Perempuan-perempuan tangguh dalam kelompok KPPI Kota Tasikmalaya.
Kota Tasikmalaya, Demokratis
KPPI (Kaukus Perempuan Politik Indonesia) Kota Tasikmalaya sudah melaksanakan Musda dan terbentuk kepengurusan baru pada 14 Desember 2019 lalu. Namun berselang beberapa waktu datang SK Reshuffle dari DPW KPPI Provinsi Jawa Barat yang notabene tidak mengakui adanya kepengurusan yang baru dibentuk.
Aneh bin ajaib, bukan SK Ketua Pengurus yang baru dibentuk yang keluar dari Pengurus Wilayah KPPI Jawa Barat, melainkan SK Reshuffle yang diterimanya. Ada apa?
Informasi yang dihimpun dari beberapa anggota KPPI hasil Musda tersebut menuturkan, mereka kebingungan dengan sikap pengurus DPW Wilayah KPPI Jawa Barat yang tiba-tiba mengeluarkan SK Reshuffle kepengurusan padahal Musda sudah dilaksanakan.
“Anehnya lagi saat Musda berlangsung dihadiri tokoh-tokoh penting di KPPI misalnya Ketua KPPI Provinsi Jawa Barat Hj Ratna Ningsih, H Aslim Ketua DPRD Kota Tasikmalaya, Muslim Wakil Ketua DPRD, Komisioner Bawaslu dan KPU, Ketua Wins Partai Perempuan dari Partai Politik yang ada di Kota Tasikmalaya dan instansi pemerintah serta undangan lainnya,” ujar salah seorang anggota mewakili rekan lainnya pada awak media, Rabu (12/2/2020).
Perwakilan peserta Musda Heni Hendini dari PKB menjelaskan, dari hasil Musda tersebut dihasilkan beberapa poin pemilihan ketua yang dilakukan secara demokrasi dan transparan yang diikuti oleh empat kandidat dari perwakilan parpol antara lain Heni Hendini dari PKB, Ipa Zumrotul Palihah PBB, Namina Nina Partai Golkar dan Leni Mulyani dari PDIP.

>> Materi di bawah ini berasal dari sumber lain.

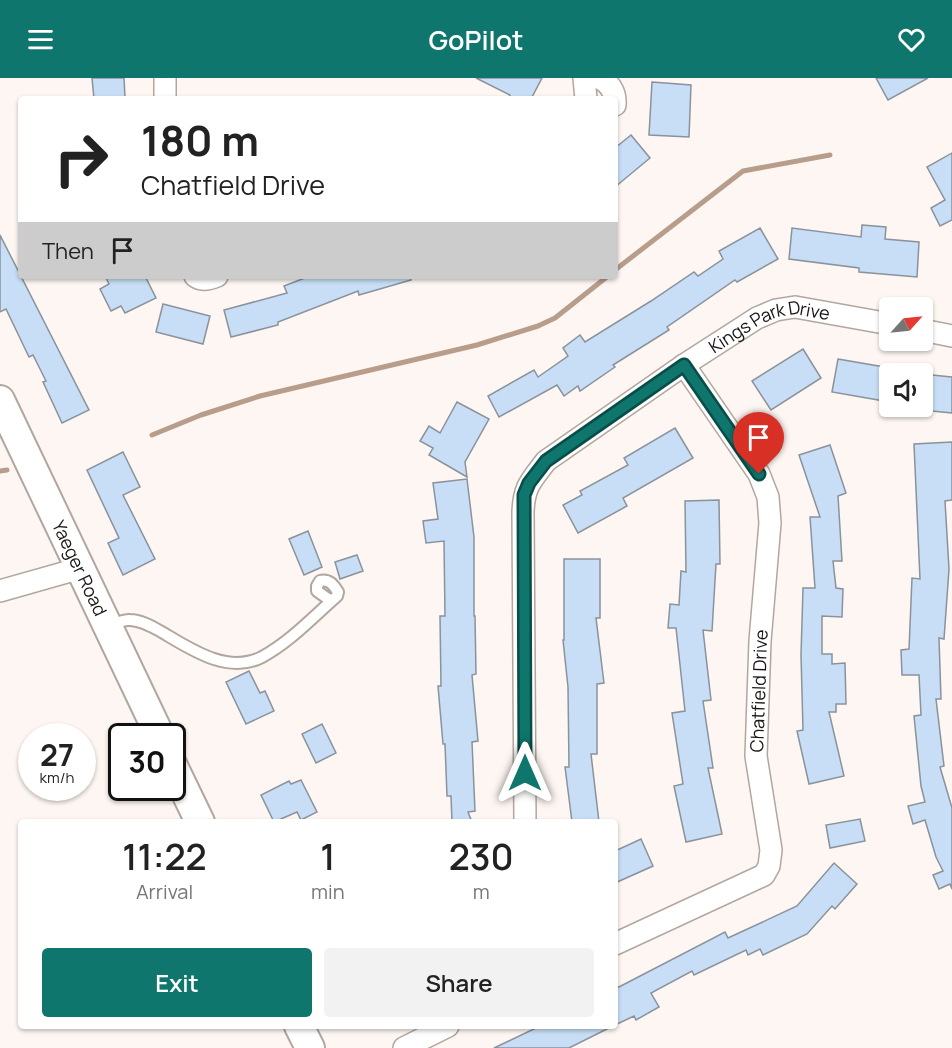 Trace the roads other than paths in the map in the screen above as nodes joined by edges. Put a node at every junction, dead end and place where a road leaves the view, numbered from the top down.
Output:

“Acara Musda kemarin juga diketahui oleh ketua partai karena dari hasil Musda tersebut meminta rekomendasi atas nama wins partai yang diketahui oleh ketua Parpol,” ungkapnya.
Menurutnya, Ketua baru dari hasil Musda diperoleh Heni Hendini PKB dengan raihan 7 suara, Ipa Zumrotul Palihah PBB 4 suara, Namina Nina Partai Golkar 3 suara dan Leni Mulyani PDIP 1 suara.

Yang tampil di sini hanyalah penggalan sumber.